Et nous saurions que le soleil encore,
cependant, passe au-delà,
que, si elle se lasse, il redeviendra même un moment
visible, comme la bougie derrière son écran jauni.
Alors, je me ressouviendrais de ce visage
qui demeure, lui aussi, derrière
la lente chute des cristaux humides,
qui change, avec ses yeux limpides ou en larmes,
impatiemment fidèles…
Et, caché par la neige,
de nouveau j’oserais louer leur clarté bleue.
*
Fidèles yeux de plus en plus faibles jusqu’à
ce que les miens se ferment, et après eux, l’espace
comme un éventail peint dont il ne resterait plus
qu’un frêle manche d’os, une trace glacée
pour les seuls yeux sans paupières d’autres astres.
1977
Je suis Philippe Jaccottet, né en 1925, poète suisse d’expression française, et mon œuvre est marquée par une quête de simplicité et de vérité.
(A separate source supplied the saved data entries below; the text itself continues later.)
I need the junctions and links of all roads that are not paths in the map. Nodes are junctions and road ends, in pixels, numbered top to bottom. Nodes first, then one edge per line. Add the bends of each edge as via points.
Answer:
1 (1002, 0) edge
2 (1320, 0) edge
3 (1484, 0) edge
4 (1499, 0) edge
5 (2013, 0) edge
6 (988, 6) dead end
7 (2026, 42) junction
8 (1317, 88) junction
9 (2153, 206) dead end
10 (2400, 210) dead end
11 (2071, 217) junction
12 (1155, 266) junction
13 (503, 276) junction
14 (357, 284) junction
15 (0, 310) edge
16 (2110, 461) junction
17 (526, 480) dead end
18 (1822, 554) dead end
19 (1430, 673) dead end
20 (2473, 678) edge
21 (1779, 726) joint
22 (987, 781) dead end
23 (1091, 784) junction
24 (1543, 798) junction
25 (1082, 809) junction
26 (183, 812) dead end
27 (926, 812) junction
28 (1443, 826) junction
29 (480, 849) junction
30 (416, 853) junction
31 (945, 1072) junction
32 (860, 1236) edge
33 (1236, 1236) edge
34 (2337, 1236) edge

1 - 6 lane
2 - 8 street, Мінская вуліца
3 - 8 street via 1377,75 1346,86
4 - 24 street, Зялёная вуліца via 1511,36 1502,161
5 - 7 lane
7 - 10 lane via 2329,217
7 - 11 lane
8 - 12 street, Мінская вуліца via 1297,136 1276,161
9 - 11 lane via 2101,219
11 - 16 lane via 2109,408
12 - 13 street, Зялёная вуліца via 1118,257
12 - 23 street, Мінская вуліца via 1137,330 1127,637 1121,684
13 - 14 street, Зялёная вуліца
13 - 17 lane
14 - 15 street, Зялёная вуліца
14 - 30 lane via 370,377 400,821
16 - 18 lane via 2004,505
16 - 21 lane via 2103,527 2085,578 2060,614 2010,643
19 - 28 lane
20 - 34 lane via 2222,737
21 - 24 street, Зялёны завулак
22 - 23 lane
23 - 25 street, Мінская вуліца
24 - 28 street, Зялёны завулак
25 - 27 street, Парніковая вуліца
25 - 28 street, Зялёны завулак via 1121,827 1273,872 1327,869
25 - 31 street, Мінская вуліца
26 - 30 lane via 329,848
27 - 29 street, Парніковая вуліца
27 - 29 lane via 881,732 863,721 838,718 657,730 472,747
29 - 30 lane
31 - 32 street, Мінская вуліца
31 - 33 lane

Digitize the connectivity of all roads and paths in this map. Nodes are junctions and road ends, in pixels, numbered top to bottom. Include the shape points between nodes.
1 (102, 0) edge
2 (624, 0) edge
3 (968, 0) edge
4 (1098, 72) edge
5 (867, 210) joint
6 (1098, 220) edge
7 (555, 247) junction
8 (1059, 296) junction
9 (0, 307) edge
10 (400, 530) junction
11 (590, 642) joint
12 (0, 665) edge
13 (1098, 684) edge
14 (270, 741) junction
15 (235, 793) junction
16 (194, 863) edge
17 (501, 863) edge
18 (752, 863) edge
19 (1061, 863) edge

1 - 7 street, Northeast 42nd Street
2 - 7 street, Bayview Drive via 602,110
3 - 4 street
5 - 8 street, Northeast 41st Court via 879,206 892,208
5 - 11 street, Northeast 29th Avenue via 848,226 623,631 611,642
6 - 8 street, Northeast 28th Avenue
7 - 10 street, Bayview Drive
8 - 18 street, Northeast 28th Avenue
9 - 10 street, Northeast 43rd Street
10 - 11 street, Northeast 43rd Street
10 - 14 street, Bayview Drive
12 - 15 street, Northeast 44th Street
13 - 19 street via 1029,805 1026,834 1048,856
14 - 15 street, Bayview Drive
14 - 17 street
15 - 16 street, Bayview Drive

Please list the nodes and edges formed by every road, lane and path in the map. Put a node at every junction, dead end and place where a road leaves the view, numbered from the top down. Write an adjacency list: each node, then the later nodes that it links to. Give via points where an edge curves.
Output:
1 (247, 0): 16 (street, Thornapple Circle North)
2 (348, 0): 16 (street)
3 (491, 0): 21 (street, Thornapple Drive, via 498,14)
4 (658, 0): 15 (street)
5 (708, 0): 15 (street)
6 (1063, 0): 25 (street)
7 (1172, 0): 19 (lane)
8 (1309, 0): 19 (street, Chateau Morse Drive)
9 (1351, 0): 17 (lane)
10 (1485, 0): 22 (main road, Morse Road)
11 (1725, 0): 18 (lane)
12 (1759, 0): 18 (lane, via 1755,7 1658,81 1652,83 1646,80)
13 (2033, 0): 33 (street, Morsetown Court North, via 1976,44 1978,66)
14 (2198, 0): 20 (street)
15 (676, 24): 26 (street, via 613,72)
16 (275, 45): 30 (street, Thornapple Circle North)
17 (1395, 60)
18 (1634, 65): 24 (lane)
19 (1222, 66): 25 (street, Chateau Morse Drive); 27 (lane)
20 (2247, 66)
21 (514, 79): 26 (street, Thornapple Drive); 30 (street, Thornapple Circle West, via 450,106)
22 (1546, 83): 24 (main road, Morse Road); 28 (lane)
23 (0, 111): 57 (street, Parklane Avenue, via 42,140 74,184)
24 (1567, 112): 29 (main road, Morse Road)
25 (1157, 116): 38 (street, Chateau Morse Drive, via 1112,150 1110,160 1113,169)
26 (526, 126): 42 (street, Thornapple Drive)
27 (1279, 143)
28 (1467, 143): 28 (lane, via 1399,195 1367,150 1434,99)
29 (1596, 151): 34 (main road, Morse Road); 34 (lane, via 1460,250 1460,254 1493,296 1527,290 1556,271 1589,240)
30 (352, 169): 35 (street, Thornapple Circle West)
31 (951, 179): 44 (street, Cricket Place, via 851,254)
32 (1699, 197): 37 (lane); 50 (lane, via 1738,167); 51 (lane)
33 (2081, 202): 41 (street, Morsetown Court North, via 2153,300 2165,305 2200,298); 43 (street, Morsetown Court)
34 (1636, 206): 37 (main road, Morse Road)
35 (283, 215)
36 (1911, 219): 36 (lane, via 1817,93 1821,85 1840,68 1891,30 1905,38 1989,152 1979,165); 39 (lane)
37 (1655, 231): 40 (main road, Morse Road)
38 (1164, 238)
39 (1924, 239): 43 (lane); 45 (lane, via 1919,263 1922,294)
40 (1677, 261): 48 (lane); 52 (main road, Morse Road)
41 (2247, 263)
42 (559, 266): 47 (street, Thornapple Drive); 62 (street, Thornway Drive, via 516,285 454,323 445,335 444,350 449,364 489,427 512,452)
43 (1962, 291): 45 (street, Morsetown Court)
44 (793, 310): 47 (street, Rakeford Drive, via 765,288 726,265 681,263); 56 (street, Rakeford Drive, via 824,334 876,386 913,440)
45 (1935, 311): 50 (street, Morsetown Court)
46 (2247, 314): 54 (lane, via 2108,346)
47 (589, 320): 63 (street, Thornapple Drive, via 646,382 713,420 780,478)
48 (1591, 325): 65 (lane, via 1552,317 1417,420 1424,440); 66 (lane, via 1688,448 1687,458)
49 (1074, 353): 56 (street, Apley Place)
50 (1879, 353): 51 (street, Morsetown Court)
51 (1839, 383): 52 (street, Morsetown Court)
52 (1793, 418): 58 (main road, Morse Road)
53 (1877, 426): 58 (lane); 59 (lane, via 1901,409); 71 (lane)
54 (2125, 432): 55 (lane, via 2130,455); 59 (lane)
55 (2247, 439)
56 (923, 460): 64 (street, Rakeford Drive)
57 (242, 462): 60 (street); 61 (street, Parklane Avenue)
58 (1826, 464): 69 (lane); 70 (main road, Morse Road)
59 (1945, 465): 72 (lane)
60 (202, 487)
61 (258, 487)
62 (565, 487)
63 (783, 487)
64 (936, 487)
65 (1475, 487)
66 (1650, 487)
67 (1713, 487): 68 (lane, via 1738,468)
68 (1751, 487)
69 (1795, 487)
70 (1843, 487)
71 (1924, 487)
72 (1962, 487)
Dans À la lumière d’hiver, je contemple l’hiver comme une saison de clarté fragile et de silence profond, où le paysage révèle une beauté épurée. Ce poème est une méditation sur l’essence des choses, une tentative de saisir le monde dans son état le plus nu et le plus vulnérable. Mon écriture, sobre et contemplative, explore les sensations de froid et de lumière diffuse, cherchant à toucher une vérité intérieure, même dans l’immobilité glacée de la saison.